“Terus, masih belum coba-coba buka hubungan baru abis cerai?” Gusti meletakkan ponsel.
Pelayan warung datang membawa sepiring udang goreng tepung, sepiring sambal petai, sepiring parkedel, dua piring nasi, dua porsi cah kangkung, dua gelas es teh manis dan air tawar. Hiruk pikuk selama jam makan siang memang selalu tidak bisa dihindari.
Riuh suara mesin kendaraan dan pelanggan warung memenuhi telinga kedua lelaki itu. Terutama di warung makan tempat mereka berada sekarang.
Pelayan tersebut kembali melayani pelanggan lainnya, usai Gusti mengucap terima kasih sembari tersenyum.
Pria itu dan Johan menuang lauk dan sayur ke piring nasi, mengambil sepotong perkedel dan sambal petai secukupnya. Gusti melirik jam tangan dan membalas pesan sebelum mengaduk nasi. Tersisa satu jam lagi sebelum balik ke kantor.
“Belum. Bukan aku gak mau atau gak bisa move on, tapi masih sakit, Gus. Gak tahu juga dech, tiap kali mau mulai coba, hatiku selalu terasa berat.” Johan menuang cah kangkung yang tersisa.
Gusti termenung mendengar pengakuan Johan. Dia hanya memandang Johan yang bahkan sudah menghabiskan sepiring petai. Gusti tidak habis pikir tentang kehidupan Johan yang menurutnya tragis.

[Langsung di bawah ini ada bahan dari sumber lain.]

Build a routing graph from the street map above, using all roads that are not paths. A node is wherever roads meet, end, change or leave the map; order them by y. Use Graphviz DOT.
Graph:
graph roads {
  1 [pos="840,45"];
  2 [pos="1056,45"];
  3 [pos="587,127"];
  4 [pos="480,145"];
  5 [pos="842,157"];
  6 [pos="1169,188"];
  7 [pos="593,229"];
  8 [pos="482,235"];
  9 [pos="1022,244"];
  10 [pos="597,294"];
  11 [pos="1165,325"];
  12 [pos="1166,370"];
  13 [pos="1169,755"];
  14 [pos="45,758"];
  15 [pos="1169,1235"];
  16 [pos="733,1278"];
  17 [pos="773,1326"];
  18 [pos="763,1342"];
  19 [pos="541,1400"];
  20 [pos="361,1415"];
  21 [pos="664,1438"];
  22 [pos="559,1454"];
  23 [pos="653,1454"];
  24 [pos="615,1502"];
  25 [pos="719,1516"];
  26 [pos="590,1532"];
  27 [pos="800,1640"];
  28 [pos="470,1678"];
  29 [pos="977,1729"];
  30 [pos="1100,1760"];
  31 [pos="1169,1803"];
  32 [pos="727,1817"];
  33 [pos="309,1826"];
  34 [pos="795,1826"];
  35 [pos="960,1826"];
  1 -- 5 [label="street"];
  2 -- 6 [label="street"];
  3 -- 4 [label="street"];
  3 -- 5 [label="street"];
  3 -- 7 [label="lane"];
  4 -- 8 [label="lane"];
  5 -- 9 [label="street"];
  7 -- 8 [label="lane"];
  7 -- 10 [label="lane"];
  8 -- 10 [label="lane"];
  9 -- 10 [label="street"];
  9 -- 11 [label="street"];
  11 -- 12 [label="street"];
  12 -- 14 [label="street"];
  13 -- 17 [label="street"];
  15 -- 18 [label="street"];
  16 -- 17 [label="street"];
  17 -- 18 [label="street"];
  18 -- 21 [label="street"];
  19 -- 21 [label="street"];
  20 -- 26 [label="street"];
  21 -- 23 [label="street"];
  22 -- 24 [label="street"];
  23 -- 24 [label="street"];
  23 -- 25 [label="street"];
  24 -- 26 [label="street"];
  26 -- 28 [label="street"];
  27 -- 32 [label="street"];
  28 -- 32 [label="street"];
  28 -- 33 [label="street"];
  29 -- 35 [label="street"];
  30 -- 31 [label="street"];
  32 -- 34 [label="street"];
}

Laki-laki yang bertanggung jawab, tidak ngadi-ngadi, perhatian pada istri, tidak kurang uang bulanan, tapi justru malah mendapatkan perempuan yang tidak bersyukur. Tidak tanggung-tanggung, istri Johan malah selingkuh dengan tetangga rumah mereka.
“Bukan apa-apa sih, udah tiga tahun soalnya. Udah waktunya buka lembaran baru. Mantan bini udah ngelehoi kemana-mana, anak udah dua. Lah, kamu? Gini-gini aja." Gusti mengunyah parkedel.
“Ibumu gak nanya-nanya, gitu? Kan, biasanya ser –"
“Makan!” bentak Johan cepat dengan suara tertahan.
Gusti yang duduk di depan Johan terkejut melihat mata Johan melotot. Johan tidak mau mendengar ocehan apa pun saat ini, apalagi membahas masa lalunya yang seharusnya sudah terlupakan. Laki-laki berambut hitam lurus itu hanya mau tenang di jam istirahat kantor.
“Biasa aja kali, Jo.” sungut Gusti yang mulai menyendok nasinya.
Johan menumpuk piring-piring kotor dan menggesernya ke tengah meja. Sesekali matanya mengamati sekitar yang masih ramai dengan pegawai kantoran yang datang dan pergi dari warung.
Johan dan Gusti sudah beberapa kali makan di warung itu. Letaknya lumayan jauh dari kantor. Butuh waktu sekitar lima belas menit untuk menjangkaunya daripada warteg dekat kantor yang hanya butuh dua menit berjalan kaki.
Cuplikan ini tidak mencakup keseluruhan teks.